7. Focus on the Vital Few. As the leader of Me, Inc., you should focus on the vital few activities you do each and every day that absolutely get you the best results. We all know about the 80/20 Rule as it applies to business—that the top 20% of your customers provide 80% of your revenue and that the bottom 80% provide just 20% of your revenue. The same applies to an individual’s efforts at work, in that 20% of what you do generates 80% of your results. Because a very small amount of properly focused energy will yield a tremendous amount of results, you need to figure out where to channel your energy. What vital few activities or accounts are producing the greatest results for you? What things do you do 20% of the time that generate the greatest amount of energy and passion in you on the job? Why not do them 40% or even 60% of the time? Think how great your results would be! Are you meeting this responsibility?

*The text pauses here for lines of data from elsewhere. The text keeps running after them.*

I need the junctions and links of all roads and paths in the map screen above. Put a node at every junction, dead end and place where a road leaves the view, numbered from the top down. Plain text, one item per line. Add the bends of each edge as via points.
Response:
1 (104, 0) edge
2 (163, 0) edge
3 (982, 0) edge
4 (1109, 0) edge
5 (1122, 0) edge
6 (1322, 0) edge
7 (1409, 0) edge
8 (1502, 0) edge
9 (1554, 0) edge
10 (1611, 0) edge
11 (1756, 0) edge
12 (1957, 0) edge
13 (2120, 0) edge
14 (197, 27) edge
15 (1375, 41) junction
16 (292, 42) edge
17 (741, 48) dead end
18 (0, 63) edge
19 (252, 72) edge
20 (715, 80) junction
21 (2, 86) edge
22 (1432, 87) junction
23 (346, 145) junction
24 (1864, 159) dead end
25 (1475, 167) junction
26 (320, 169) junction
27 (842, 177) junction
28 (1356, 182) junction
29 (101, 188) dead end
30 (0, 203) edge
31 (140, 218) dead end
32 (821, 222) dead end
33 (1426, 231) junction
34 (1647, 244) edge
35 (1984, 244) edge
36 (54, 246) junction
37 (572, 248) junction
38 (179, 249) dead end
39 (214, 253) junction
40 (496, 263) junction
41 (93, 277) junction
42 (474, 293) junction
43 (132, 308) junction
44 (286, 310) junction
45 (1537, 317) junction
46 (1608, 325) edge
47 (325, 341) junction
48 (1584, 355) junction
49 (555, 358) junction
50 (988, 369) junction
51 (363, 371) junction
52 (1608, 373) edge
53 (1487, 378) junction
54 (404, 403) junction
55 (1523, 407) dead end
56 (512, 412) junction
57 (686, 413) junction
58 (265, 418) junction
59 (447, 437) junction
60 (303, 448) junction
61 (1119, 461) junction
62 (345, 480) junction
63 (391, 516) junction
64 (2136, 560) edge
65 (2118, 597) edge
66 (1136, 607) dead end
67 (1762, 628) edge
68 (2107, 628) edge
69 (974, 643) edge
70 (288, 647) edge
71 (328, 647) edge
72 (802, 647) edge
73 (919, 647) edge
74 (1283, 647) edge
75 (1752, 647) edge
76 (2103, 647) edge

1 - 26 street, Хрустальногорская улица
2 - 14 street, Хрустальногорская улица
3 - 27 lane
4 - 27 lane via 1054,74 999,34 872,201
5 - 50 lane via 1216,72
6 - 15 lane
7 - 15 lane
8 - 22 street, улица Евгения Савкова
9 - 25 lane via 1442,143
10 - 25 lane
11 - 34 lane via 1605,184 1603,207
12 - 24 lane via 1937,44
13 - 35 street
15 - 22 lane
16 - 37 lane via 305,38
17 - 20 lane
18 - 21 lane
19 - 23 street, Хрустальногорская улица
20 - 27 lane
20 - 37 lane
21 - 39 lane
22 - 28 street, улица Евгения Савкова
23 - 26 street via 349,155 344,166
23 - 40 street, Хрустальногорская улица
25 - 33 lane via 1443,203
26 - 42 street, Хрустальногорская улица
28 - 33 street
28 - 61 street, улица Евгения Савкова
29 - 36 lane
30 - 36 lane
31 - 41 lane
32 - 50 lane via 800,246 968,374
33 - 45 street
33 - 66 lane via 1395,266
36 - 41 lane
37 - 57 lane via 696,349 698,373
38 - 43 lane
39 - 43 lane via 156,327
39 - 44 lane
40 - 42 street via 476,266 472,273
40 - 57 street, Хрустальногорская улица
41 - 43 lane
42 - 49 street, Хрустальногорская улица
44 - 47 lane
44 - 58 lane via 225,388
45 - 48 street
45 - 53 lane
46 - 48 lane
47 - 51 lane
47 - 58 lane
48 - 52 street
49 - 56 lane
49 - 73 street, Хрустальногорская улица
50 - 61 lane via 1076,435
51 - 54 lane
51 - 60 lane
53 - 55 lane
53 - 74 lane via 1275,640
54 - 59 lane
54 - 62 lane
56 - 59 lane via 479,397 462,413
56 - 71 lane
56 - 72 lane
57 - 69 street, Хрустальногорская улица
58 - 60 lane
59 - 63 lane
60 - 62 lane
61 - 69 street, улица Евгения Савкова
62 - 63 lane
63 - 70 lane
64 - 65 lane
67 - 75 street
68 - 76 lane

8. Earn a Profit. Is your Me, Inc., earning a profit? An acceptable profit? Just like any business owner, you have income and expenses. You generate income at work, but your expenses are personal and occur at home (mortgage, car payment, education, food, etc.). Our challenge to you as a producer is to complete a profit and loss statement each month. You really should determine if your Me, Inc., is making an acceptable profit each and every month. Do you track your finances sufficiently (via an accounting system such as Quicken)? If you need additional information on this topic, go to www.finishrich.com and read what my friend David Bach has to say about this. Keep in mind that any business has to operate at a profit of at least 15% if not 25% or more (which is what the Vertical Growth Experience is all about). How are you doing in your leadership role as a financial manager? Are you meeting this responsibility?
9. Plan and Fund Retirement. Historically, producers are not the greatest at saving for the future. However, it is absolutely your responsibility to plan for, and fund, your retirement (rather than bank on Social Insecurity to still be around when you retire). Or are you hoping to get a big hit when your agency’s 401(k) or profit-sharing plan kicks in? Even if it does, it may not help you attain financial freedom. That’s one reason we harp on the idea that producers must earn a profit. More important, you must have the discipline to pay yourself first, not last, to fund your retirement. Are you meeting this responsibility?
10. Seek Training and Education. If you want Me, Inc., to get better, you must work continually to improve it. A big part of “working on” vs. “working in” is pursuing ongoing training and education above and beyond what’s required to maintain your insurance license. That means working on your sales skills, presentation skills and other skill sets needed to be a great producer. We see that the great ones never graduate. Conversely, we see that the average producer is “too busy” to get better. If you’re not improving faster than your competition, you’re falling behind. Do you spend enough time learning about risk management on behalf of your clients? What about learning about the business world (outside of insurance)? Are you knowledgeable enough to advise your clients on how a business should operate? Are you meeting this responsibility?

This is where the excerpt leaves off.